*Task requirements*
All records below must be retyped exactly.

Stored data:
———

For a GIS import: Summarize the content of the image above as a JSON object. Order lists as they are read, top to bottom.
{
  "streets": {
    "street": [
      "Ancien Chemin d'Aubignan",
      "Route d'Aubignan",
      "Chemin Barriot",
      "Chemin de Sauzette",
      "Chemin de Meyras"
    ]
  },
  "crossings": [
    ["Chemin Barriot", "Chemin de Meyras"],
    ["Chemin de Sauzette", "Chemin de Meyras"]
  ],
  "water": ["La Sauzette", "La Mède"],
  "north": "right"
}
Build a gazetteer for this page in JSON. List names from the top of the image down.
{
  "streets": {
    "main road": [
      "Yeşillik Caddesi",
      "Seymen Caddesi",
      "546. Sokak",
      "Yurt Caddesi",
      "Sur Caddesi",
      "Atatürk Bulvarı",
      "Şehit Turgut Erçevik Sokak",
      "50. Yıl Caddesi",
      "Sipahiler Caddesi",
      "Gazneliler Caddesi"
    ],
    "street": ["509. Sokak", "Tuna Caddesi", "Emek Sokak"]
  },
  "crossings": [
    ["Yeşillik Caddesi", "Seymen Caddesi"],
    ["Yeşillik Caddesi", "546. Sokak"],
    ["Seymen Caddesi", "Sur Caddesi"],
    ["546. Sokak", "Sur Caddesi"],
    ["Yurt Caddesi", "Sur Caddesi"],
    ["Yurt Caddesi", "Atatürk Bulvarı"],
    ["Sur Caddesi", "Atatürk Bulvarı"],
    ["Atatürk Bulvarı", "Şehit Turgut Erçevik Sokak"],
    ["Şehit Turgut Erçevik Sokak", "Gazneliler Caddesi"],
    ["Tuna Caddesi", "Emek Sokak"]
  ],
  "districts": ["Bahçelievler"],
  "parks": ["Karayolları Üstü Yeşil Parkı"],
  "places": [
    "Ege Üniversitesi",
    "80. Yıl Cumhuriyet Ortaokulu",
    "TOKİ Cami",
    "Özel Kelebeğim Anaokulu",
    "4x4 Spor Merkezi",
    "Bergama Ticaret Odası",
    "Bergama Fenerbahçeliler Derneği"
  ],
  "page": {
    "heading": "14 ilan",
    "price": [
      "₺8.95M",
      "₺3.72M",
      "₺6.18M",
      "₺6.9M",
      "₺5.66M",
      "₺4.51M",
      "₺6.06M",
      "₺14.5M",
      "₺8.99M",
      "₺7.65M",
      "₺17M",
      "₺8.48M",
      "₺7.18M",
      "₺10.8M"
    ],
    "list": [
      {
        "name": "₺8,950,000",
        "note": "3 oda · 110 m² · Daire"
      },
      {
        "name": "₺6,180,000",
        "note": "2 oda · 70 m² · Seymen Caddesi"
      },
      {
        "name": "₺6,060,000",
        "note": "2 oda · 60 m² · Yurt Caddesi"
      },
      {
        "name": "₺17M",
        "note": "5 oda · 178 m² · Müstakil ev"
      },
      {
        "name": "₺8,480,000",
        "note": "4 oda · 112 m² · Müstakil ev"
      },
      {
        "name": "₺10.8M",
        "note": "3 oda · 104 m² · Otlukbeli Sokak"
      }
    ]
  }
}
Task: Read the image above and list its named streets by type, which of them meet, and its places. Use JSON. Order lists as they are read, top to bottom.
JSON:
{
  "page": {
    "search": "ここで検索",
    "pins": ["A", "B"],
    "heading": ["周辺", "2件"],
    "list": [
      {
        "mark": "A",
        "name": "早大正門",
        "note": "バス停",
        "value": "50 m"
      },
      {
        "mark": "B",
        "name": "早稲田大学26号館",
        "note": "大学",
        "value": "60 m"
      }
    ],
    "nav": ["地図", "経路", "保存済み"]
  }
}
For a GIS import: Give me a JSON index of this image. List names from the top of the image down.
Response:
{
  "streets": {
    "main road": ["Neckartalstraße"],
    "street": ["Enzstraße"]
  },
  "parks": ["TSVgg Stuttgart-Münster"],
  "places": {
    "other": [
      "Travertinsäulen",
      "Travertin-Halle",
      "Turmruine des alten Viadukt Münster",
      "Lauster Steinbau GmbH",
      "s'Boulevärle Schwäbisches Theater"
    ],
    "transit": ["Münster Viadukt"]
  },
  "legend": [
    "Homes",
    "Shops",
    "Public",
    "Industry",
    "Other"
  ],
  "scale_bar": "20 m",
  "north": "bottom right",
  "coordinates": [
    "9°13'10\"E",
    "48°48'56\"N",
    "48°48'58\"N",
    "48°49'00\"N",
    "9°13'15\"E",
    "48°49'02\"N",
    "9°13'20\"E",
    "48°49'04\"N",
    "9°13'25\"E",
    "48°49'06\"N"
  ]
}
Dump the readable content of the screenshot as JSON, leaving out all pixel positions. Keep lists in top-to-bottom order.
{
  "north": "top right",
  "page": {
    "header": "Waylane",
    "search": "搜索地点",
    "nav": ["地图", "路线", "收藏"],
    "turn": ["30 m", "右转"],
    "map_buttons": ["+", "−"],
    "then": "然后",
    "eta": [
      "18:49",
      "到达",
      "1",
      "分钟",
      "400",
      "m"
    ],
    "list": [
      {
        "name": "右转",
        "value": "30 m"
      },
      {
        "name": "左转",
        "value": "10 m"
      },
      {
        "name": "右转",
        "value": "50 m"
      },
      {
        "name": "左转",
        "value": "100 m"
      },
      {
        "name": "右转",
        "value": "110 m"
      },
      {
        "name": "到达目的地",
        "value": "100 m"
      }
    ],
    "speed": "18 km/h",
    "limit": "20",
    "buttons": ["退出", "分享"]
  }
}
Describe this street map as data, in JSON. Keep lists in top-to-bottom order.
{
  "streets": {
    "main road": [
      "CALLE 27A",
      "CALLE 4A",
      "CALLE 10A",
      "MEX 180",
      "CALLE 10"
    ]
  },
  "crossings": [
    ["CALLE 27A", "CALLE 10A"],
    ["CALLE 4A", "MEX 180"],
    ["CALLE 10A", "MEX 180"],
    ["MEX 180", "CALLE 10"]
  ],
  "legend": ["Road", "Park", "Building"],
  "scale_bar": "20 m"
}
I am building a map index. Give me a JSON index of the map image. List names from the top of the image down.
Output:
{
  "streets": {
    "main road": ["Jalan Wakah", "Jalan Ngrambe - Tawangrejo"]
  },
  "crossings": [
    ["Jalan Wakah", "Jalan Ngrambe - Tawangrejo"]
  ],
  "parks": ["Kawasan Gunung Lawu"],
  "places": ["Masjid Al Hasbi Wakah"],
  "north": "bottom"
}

———

*Result below*
For a GIS import: Summarize the content of the image above as a JSON object. Order lists as they are read, top to bottom.
{
  "streets": {
    "street": [
      "Ancien Chemin d'Aubignan",
      "Route d'Aubignan",
      "Chemin Barriot",
      "Chemin de Sauzette",
      "Chemin de Meyras"
    ]
  },
  "crossings": [
    ["Chemin Barriot", "Chemin de Meyras"],
    ["Chemin de Sauzette", "Chemin de Meyras"]
  ],
  "water": ["La Sauzette", "La Mède"],
  "north": "right"
}
Build a gazetteer for this page in JSON. List names from the top of the image down.
{
  "streets": {
    "main road": [
      "Yeşillik Caddesi",
      "Seymen Caddesi",
      "546. Sokak",
      "Yurt Caddesi",
      "Sur Caddesi",
      "Atatürk Bulvarı",
      "Şehit Turgut Erçevik Sokak",
      "50. Yıl Caddesi",
      "Sipahiler Caddesi",
      "Gazneliler Caddesi"
    ],
    "street": ["509. Sokak", "Tuna Caddesi", "Emek Sokak"]
  },
  "crossings": [
    ["Yeşillik Caddesi", "Seymen Caddesi"],
    ["Yeşillik Caddesi", "546. Sokak"],
    ["Seymen Caddesi", "Sur Caddesi"],
    ["546. Sokak", "Sur Caddesi"],
    ["Yurt Caddesi", "Sur Caddesi"],
    ["Yurt Caddesi", "Atatürk Bulvarı"],
    ["Sur Caddesi", "Atatürk Bulvarı"],
    ["Atatürk Bulvarı", "Şehit Turgut Erçevik Sokak"],
    ["Şehit Turgut Erçevik Sokak", "Gazneliler Caddesi"],
    ["Tuna Caddesi", "Emek Sokak"]
  ],
  "districts": ["Bahçelievler"],
  "parks": ["Karayolları Üstü Yeşil Parkı"],
  "places": [
    "Ege Üniversitesi",
    "80. Yıl Cumhuriyet Ortaokulu",
    "TOKİ Cami",
    "Özel Kelebeğim Anaokulu",
    "4x4 Spor Merkezi",
    "Bergama Ticaret Odası",
    "Bergama Fenerbahçeliler Derneği"
  ],
  "page": {
    "heading": "14 ilan",
    "price": [
      "₺8.95M",
      "₺3.72M",
      "₺6.18M",
      "₺6.9M",
      "₺5.66M",
      "₺4.51M",
      "₺6.06M",
      "₺14.5M",
      "₺8.99M",
      "₺7.65M",
      "₺17M",
      "₺8.48M",
      "₺7.18M",
      "₺10.8M"
    ],
    "list": [
      {
        "name": "₺8,950,000",
        "note": "3 oda · 110 m² · Daire"
      },
      {
        "name": "₺6,180,000",
        "note": "2 oda · 70 m² · Seymen Caddesi"
      },
      {
        "name": "₺6,060,000",
        "note": "2 oda · 60 m² · Yurt Caddesi"
      },
      {
        "name": "₺17M",
        "note": "5 oda · 178 m² · Müstakil ev"
      },
      {
        "name": "₺8,480,000",
        "note": "4 oda · 112 m² · Müstakil ev"
      },
      {
        "name": "₺10.8M",
        "note": "3 oda · 104 m² · Otlukbeli Sokak"
      }
    ]
  }
}
Task: Read the image above and list its named streets by type, which of them meet, and its places. Use JSON. Order lists as they are read, top to bottom.
JSON:
{
  "page": {
    "search": "ここで検索",
    "pins": ["A", "B"],
    "heading": ["周辺", "2件"],
    "list": [
      {
        "mark": "A",
        "name": "早大正門",
        "note": "バス停",
        "value": "50 m"
      },
      {
        "mark": "B",
        "name": "早稲田大学26号館",
        "note": "大学",
        "value": "60 m"
      }
    ],
    "nav": ["地図", "経路", "保存済み"]
  }
}
For a GIS import: Give me a JSON index of this image. List names from the top of the image down.
Response:
{
  "streets": {
    "main road": ["Neckartalstraße"],
    "street": ["Enzstraße"]
  },
  "parks": ["TSVgg Stuttgart-Münster"],
  "places": {
    "other": [
      "Travertinsäulen",
      "Travertin-Halle",
      "Turmruine des alten Viadukt Münster",
      "Lauster Steinbau GmbH",
      "s'Boulevärle Schwäbisches Theater"
    ],
    "transit": ["Münster Viadukt"]
  },
  "legend": [
    "Homes",
    "Shops",
    "Public",
    "Industry",
    "Other"
  ],
  "scale_bar": "20 m",
  "north": "bottom right",
  "coordinates": [
    "9°13'10\"E",
    "48°48'56\"N",
    "48°48'58\"N",
    "48°49'00\"N",
    "9°13'15\"E",
    "48°49'02\"N",
    "9°13'20\"E",
    "48°49'04\"N",
    "9°13'25\"E",
    "48°49'06\"N"
  ]
}
Dump the readable content of the screenshot as JSON, leaving out all pixel positions. Keep lists in top-to-bottom order.
{
  "north": "top right",
  "page": {
    "header": "Waylane",
    "search": "搜索地点",
    "nav": ["地图", "路线", "收藏"],
    "turn": ["30 m", "右转"],
    "map_buttons": ["+", "−"],
    "then": "然后",
    "eta": [
      "18:49",
      "到达",
      "1",
      "分钟",
      "400",
      "m"
    ],
    "list": [
      {
        "name": "右转",
        "value": "30 m"
      },
      {
        "name": "左转",
        "value": "10 m"
      },
      {
        "name": "右转",
        "value": "50 m"
      },
      {
        "name": "左转",
        "value": "100 m"
      },
      {
        "name": "右转",
        "value": "110 m"
      },
      {
        "name": "到达目的地",
        "value": "100 m"
      }
    ],
    "speed": "18 km/h",
    "limit": "20",
    "buttons": ["退出", "分享"]
  }
}
Describe this street map as data, in JSON. Keep lists in top-to-bottom order.
{
  "streets": {
    "main road": [
      "CALLE 27A",
      "CALLE 4A",
      "CALLE 10A",
      "MEX 180",
      "CALLE 10"
    ]
  },
  "crossings": [
    ["CALLE 27A", "CALLE 10A"],
    ["CALLE 4A", "MEX 180"],
    ["CALLE 10A", "MEX 180"],
    ["MEX 180", "CALLE 10"]
  ],
  "legend": ["Road", "Park", "Building"],
  "scale_bar": "20 m"
}
I am building a map index. Give me a JSON index of the map image. List names from the top of the image down.
Output:
{
  "streets": {
    "main road": ["Jalan Wakah", "Jalan Ngrambe - Tawangrejo"]
  },
  "crossings": [
    ["Jalan Wakah", "Jalan Ngrambe - Tawangrejo"]
  ],
  "parks": ["Kawasan Gunung Lawu"],
  "places": ["Masjid Al Hasbi Wakah"],
  "north": "bottom"
}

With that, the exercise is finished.